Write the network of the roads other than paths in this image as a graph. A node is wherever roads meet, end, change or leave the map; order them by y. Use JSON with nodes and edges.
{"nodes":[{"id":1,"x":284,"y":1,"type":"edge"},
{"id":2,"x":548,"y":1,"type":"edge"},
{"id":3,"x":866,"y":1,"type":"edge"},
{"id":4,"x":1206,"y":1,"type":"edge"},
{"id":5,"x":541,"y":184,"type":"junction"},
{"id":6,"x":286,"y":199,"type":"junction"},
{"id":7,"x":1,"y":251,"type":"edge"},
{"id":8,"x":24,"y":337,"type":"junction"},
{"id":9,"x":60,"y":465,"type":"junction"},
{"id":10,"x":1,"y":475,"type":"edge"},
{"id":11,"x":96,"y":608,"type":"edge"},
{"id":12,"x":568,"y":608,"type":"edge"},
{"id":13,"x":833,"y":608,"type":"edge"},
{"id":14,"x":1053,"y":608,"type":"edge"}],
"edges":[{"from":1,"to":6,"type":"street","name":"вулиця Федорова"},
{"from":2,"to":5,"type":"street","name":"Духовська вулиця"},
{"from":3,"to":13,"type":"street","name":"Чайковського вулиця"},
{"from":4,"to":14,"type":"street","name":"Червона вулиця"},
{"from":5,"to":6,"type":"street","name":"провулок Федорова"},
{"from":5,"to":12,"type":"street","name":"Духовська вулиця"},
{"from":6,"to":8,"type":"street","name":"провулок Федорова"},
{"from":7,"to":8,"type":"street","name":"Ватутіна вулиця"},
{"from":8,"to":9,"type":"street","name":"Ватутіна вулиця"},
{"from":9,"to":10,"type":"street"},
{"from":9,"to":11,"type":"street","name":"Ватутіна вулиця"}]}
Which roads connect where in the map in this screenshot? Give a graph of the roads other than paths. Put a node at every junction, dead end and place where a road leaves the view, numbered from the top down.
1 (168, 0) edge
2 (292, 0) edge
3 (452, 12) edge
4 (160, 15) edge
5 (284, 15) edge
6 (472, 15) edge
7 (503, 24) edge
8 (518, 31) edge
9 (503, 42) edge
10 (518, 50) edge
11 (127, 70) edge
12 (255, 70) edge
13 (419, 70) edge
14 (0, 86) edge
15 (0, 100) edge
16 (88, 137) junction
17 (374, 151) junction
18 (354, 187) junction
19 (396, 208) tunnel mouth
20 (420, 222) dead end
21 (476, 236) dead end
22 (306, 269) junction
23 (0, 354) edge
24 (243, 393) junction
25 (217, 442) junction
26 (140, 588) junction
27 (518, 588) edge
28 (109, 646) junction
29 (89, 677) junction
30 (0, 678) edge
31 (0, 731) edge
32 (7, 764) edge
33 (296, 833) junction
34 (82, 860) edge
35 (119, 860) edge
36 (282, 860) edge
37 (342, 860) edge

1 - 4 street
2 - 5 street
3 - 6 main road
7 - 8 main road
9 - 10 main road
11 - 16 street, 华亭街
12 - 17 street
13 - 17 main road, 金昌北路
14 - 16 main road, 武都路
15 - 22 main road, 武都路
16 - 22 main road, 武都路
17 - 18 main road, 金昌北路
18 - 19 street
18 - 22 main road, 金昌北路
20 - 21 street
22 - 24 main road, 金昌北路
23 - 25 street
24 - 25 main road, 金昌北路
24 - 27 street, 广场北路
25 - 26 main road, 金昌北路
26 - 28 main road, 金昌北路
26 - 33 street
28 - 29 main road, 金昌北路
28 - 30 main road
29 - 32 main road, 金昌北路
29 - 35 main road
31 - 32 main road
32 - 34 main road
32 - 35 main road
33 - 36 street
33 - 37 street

→ Instructions to follow: Return the whole listing as it stands. Nothing may be altered.

→ Task output:
Write the network of the roads other than paths in this image as a graph. A node is wherever roads meet, end, change or leave the map; order them by y. Use JSON with nodes and edges.
{"nodes":[{"id":1,"x":284,"y":1,"type":"edge"},
{"id":2,"x":548,"y":1,"type":"edge"},
{"id":3,"x":866,"y":1,"type":"edge"},
{"id":4,"x":1206,"y":1,"type":"edge"},
{"id":5,"x":541,"y":184,"type":"junction"},
{"id":6,"x":286,"y":199,"type":"junction"},
{"id":7,"x":1,"y":251,"type":"edge"},
{"id":8,"x":24,"y":337,"type":"junction"},
{"id":9,"x":60,"y":465,"type":"junction"},
{"id":10,"x":1,"y":475,"type":"edge"},
{"id":11,"x":96,"y":608,"type":"edge"},
{"id":12,"x":568,"y":608,"type":"edge"},
{"id":13,"x":833,"y":608,"type":"edge"},
{"id":14,"x":1053,"y":608,"type":"edge"}],
"edges":[{"from":1,"to":6,"type":"street","name":"вулиця Федорова"},
{"from":2,"to":5,"type":"street","name":"Духовська вулиця"},
{"from":3,"to":13,"type":"street","name":"Чайковського вулиця"},
{"from":4,"to":14,"type":"street","name":"Червона вулиця"},
{"from":5,"to":6,"type":"street","name":"провулок Федорова"},
{"from":5,"to":12,"type":"street","name":"Духовська вулиця"},
{"from":6,"to":8,"type":"street","name":"провулок Федорова"},
{"from":7,"to":8,"type":"street","name":"Ватутіна вулиця"},
{"from":8,"to":9,"type":"street","name":"Ватутіна вулиця"},
{"from":9,"to":10,"type":"street"},
{"from":9,"to":11,"type":"street","name":"Ватутіна вулиця"}]}
Which roads connect where in the map in this screenshot? Give a graph of the roads other than paths. Put a node at every junction, dead end and place where a road leaves the view, numbered from the top down.
1 (168, 0) edge
2 (292, 0) edge
3 (452, 12) edge
4 (160, 15) edge
5 (284, 15) edge
6 (472, 15) edge
7 (503, 24) edge
8 (518, 31) edge
9 (503, 42) edge
10 (518, 50) edge
11 (127, 70) edge
12 (255, 70) edge
13 (419, 70) edge
14 (0, 86) edge
15 (0, 100) edge
16 (88, 137) junction
17 (374, 151) junction
18 (354, 187) junction
19 (396, 208) tunnel mouth
20 (420, 222) dead end
21 (476, 236) dead end
22 (306, 269) junction
23 (0, 354) edge
24 (243, 393) junction
25 (217, 442) junction
26 (140, 588) junction
27 (518, 588) edge
28 (109, 646) junction
29 (89, 677) junction
30 (0, 678) edge
31 (0, 731) edge
32 (7, 764) edge
33 (296, 833) junction
34 (82, 860) edge
35 (119, 860) edge
36 (282, 860) edge
37 (342, 860) edge

1 - 4 street
2 - 5 street
3 - 6 main road
7 - 8 main road
9 - 10 main road
11 - 16 street, 华亭街
12 - 17 street
13 - 17 main road, 金昌北路
14 - 16 main road, 武都路
15 - 22 main road, 武都路
16 - 22 main road, 武都路
17 - 18 main road, 金昌北路
18 - 19 street
18 - 22 main road, 金昌北路
20 - 21 street
22 - 24 main road, 金昌北路
23 - 25 street
24 - 25 main road, 金昌北路
24 - 27 street, 广场北路
25 - 26 main road, 金昌北路
26 - 28 main road, 金昌北路
26 - 33 street
28 - 29 main road, 金昌北路
28 - 30 main road
29 - 32 main road, 金昌北路
29 - 35 main road
31 - 32 main road
32 - 34 main road
32 - 35 main road
33 - 36 street
33 - 37 street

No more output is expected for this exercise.